===== INFORMATION
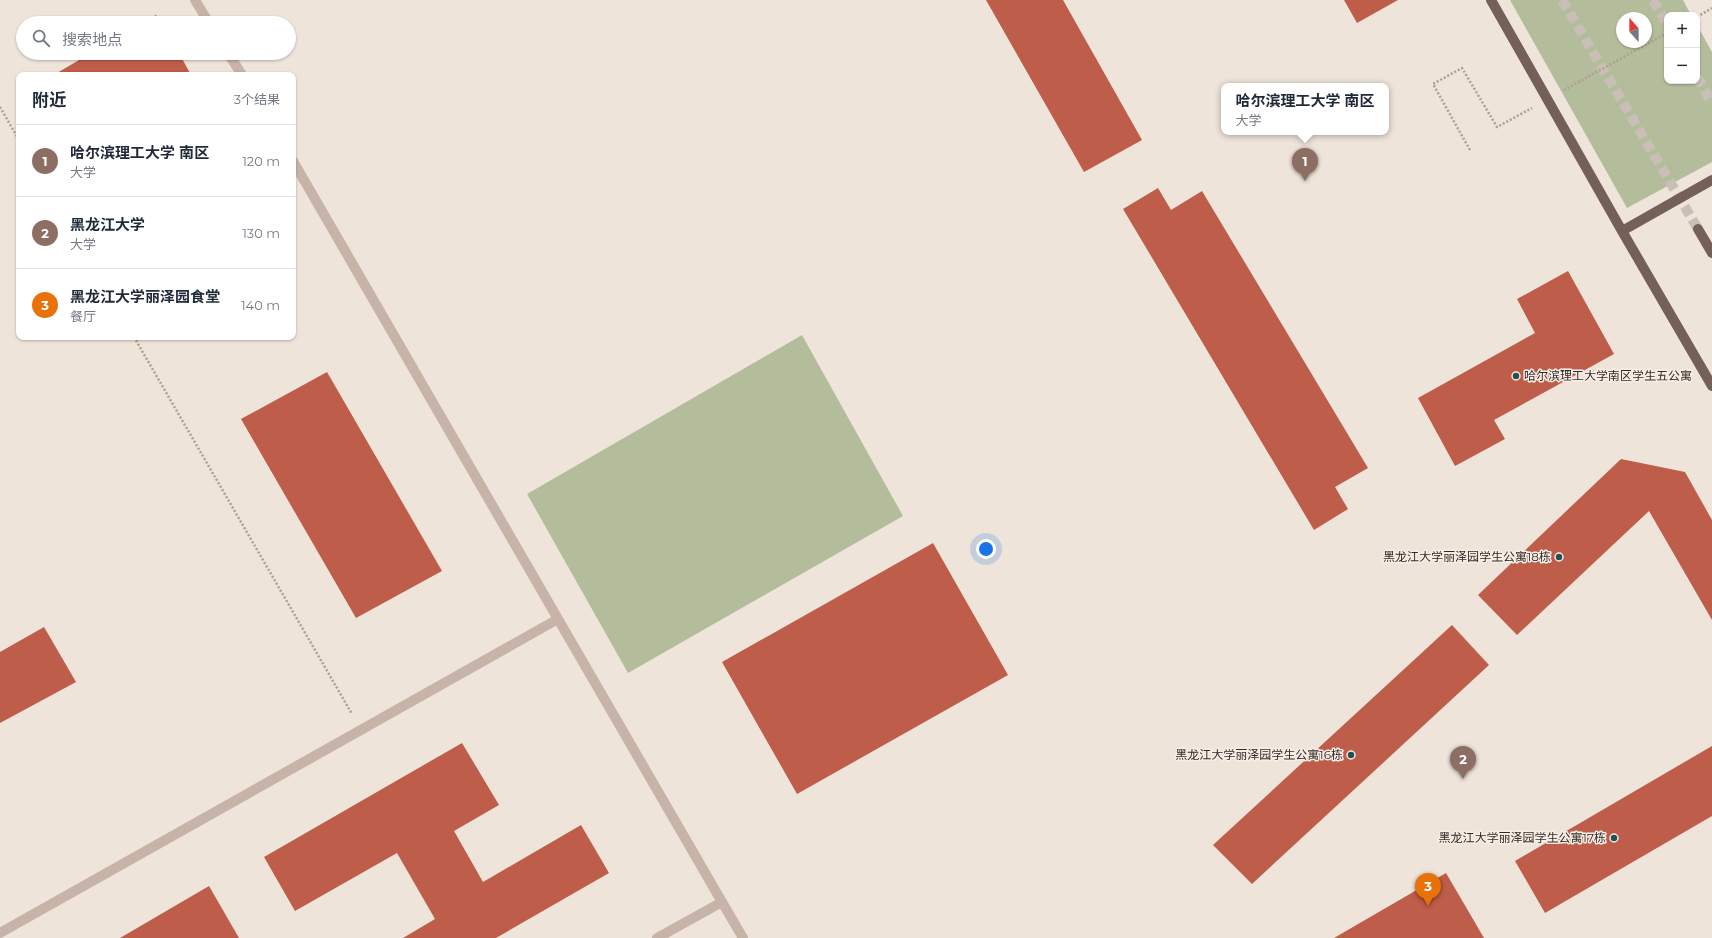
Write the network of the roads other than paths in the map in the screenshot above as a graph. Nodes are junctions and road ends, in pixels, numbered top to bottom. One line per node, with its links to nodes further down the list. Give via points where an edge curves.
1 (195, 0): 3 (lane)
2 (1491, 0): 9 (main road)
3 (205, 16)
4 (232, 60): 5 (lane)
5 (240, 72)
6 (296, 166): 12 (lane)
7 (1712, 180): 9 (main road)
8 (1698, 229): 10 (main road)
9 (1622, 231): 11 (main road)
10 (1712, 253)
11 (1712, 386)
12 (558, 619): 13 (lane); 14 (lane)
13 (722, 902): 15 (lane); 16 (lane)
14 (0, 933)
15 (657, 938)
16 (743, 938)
==========
_ACTION ITEM:_ The records above, copied word for word without the pictures, are what should be output.

_SOLUTION:_
Write the network of the roads other than paths in the map in the screenshot above as a graph. Nodes are junctions and road ends, in pixels, numbered top to bottom. One line per node, with its links to nodes further down the list. Give via points where an edge curves.
1 (195, 0): 3 (lane)
2 (1491, 0): 9 (main road)
3 (205, 16)
4 (232, 60): 5 (lane)
5 (240, 72)
6 (296, 166): 12 (lane)
7 (1712, 180): 9 (main road)
8 (1698, 229): 10 (main road)
9 (1622, 231): 11 (main road)
10 (1712, 253)
11 (1712, 386)
12 (558, 619): 13 (lane); 14 (lane)
13 (722, 902): 15 (lane); 16 (lane)
14 (0, 933)
15 (657, 938)
16 (743, 938)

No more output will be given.